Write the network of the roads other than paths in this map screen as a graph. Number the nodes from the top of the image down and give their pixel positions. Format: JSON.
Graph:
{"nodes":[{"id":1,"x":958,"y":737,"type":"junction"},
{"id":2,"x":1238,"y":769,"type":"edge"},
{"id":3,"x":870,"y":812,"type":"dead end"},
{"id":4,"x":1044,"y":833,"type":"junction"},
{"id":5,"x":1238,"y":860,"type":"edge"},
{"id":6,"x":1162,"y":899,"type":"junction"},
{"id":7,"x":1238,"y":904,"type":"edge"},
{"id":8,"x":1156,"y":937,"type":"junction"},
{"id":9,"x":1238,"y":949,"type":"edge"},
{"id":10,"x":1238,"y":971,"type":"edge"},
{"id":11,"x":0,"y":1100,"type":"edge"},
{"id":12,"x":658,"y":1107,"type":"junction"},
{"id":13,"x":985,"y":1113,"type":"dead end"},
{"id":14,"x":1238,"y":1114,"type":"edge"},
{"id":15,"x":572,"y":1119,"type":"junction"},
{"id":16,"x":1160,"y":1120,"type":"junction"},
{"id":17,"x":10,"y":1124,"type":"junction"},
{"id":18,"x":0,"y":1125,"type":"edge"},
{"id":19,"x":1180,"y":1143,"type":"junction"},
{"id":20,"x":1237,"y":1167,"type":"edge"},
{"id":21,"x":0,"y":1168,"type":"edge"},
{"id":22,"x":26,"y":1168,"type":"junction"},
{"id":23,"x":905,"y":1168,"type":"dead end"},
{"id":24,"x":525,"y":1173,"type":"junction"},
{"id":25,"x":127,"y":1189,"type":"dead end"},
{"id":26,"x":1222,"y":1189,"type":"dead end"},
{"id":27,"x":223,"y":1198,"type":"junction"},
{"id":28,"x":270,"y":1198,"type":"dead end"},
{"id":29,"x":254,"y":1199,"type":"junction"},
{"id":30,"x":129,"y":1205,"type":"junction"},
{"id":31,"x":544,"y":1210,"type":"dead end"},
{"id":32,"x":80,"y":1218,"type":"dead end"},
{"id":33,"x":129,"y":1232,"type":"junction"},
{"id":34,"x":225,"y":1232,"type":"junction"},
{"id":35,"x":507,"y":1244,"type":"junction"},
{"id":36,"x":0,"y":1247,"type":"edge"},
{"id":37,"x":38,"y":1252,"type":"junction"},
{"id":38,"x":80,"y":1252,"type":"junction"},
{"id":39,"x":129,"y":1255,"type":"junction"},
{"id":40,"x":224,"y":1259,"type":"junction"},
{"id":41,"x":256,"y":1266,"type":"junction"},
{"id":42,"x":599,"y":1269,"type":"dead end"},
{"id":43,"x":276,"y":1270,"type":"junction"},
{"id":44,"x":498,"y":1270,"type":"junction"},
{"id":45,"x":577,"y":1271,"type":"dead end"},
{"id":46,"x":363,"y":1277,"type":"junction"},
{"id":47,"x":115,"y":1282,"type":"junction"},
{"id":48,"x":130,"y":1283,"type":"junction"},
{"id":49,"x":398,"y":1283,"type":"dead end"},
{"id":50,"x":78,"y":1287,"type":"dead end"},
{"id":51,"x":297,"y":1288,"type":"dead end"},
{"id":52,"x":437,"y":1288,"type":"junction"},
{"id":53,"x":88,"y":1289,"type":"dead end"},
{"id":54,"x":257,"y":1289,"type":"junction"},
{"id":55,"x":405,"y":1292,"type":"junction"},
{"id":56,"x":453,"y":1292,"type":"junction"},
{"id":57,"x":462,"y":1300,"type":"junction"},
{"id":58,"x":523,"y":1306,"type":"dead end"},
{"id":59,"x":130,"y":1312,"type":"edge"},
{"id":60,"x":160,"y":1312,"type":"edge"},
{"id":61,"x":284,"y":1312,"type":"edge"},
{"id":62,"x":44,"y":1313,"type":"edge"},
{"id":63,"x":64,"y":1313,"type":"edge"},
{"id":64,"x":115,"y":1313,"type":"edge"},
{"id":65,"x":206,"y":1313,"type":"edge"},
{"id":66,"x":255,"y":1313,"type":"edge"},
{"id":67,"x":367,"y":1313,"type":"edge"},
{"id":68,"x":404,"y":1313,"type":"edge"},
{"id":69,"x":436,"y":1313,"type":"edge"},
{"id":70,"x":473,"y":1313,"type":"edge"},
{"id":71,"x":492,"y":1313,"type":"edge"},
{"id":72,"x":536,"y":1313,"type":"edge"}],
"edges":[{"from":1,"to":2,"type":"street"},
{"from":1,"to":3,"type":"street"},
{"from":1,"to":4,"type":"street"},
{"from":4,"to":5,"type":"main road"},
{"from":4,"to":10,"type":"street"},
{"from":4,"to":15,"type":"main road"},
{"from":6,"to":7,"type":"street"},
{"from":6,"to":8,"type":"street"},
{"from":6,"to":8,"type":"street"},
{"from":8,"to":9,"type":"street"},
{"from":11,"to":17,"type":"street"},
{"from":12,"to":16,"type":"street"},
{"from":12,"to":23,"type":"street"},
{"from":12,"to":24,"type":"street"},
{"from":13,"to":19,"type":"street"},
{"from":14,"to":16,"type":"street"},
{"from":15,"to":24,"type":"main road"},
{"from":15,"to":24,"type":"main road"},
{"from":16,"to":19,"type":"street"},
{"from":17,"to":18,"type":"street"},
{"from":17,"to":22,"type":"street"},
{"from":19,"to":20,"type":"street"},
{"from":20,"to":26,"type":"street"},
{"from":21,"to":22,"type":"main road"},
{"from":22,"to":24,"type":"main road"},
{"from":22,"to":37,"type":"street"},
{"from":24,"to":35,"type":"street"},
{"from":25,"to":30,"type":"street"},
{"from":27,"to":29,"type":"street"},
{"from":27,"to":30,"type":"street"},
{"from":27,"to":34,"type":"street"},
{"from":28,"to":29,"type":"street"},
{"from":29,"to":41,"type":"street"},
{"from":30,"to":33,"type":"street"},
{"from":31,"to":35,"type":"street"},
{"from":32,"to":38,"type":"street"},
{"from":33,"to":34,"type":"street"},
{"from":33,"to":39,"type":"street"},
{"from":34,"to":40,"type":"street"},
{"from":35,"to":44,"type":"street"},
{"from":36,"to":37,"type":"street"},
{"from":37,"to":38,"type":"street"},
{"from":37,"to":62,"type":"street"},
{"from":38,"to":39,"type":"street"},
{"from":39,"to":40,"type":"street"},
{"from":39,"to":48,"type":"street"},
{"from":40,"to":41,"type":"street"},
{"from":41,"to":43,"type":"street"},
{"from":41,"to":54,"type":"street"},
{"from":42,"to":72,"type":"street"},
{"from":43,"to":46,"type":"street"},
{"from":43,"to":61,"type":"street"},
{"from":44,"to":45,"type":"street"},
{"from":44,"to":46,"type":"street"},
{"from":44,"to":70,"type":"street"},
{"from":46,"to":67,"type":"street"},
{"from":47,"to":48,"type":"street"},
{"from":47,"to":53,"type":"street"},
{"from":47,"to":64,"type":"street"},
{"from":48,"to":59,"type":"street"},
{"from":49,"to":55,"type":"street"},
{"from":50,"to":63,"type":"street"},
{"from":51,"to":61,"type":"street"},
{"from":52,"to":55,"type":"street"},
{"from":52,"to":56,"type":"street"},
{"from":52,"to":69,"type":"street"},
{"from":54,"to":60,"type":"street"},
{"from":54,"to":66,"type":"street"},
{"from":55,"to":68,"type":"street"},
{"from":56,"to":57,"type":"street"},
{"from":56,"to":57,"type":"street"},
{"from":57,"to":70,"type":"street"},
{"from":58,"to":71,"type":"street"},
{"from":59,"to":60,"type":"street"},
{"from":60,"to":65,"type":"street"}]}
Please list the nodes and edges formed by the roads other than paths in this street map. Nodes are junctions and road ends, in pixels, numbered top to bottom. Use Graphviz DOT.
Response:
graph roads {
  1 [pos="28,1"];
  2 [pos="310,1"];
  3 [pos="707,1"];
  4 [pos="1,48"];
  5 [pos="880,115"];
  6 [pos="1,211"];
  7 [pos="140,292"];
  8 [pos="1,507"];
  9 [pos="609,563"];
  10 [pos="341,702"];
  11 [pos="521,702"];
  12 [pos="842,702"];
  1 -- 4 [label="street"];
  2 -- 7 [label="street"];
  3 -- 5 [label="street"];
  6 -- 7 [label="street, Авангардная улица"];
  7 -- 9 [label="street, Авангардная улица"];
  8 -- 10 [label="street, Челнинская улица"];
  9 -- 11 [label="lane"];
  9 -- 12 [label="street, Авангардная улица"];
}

THE TASK.
Copy out exactly the line that holds "Please list the" and all remaining lines of the listing, both the first and the last included.

THE ANSWER.
Please list the nodes and edges formed by the roads other than paths in this street map. Nodes are junctions and road ends, in pixels, numbered top to bottom. Use Graphviz DOT.
Response:
graph roads {
  1 [pos="28,1"];
  2 [pos="310,1"];
  3 [pos="707,1"];
  4 [pos="1,48"];
  5 [pos="880,115"];
  6 [pos="1,211"];
  7 [pos="140,292"];
  8 [pos="1,507"];
  9 [pos="609,563"];
  10 [pos="341,702"];
  11 [pos="521,702"];
  12 [pos="842,702"];
  1 -- 4 [label="street"];
  2 -- 7 [label="street"];
  3 -- 5 [label="street"];
  6 -- 7 [label="street, Авангардная улица"];
  7 -- 9 [label="street, Авангардная улица"];
  8 -- 10 [label="street, Челнинская улица"];
  9 -- 11 [label="lane"];
  9 -- 12 [label="street, Авангардная улица"];
}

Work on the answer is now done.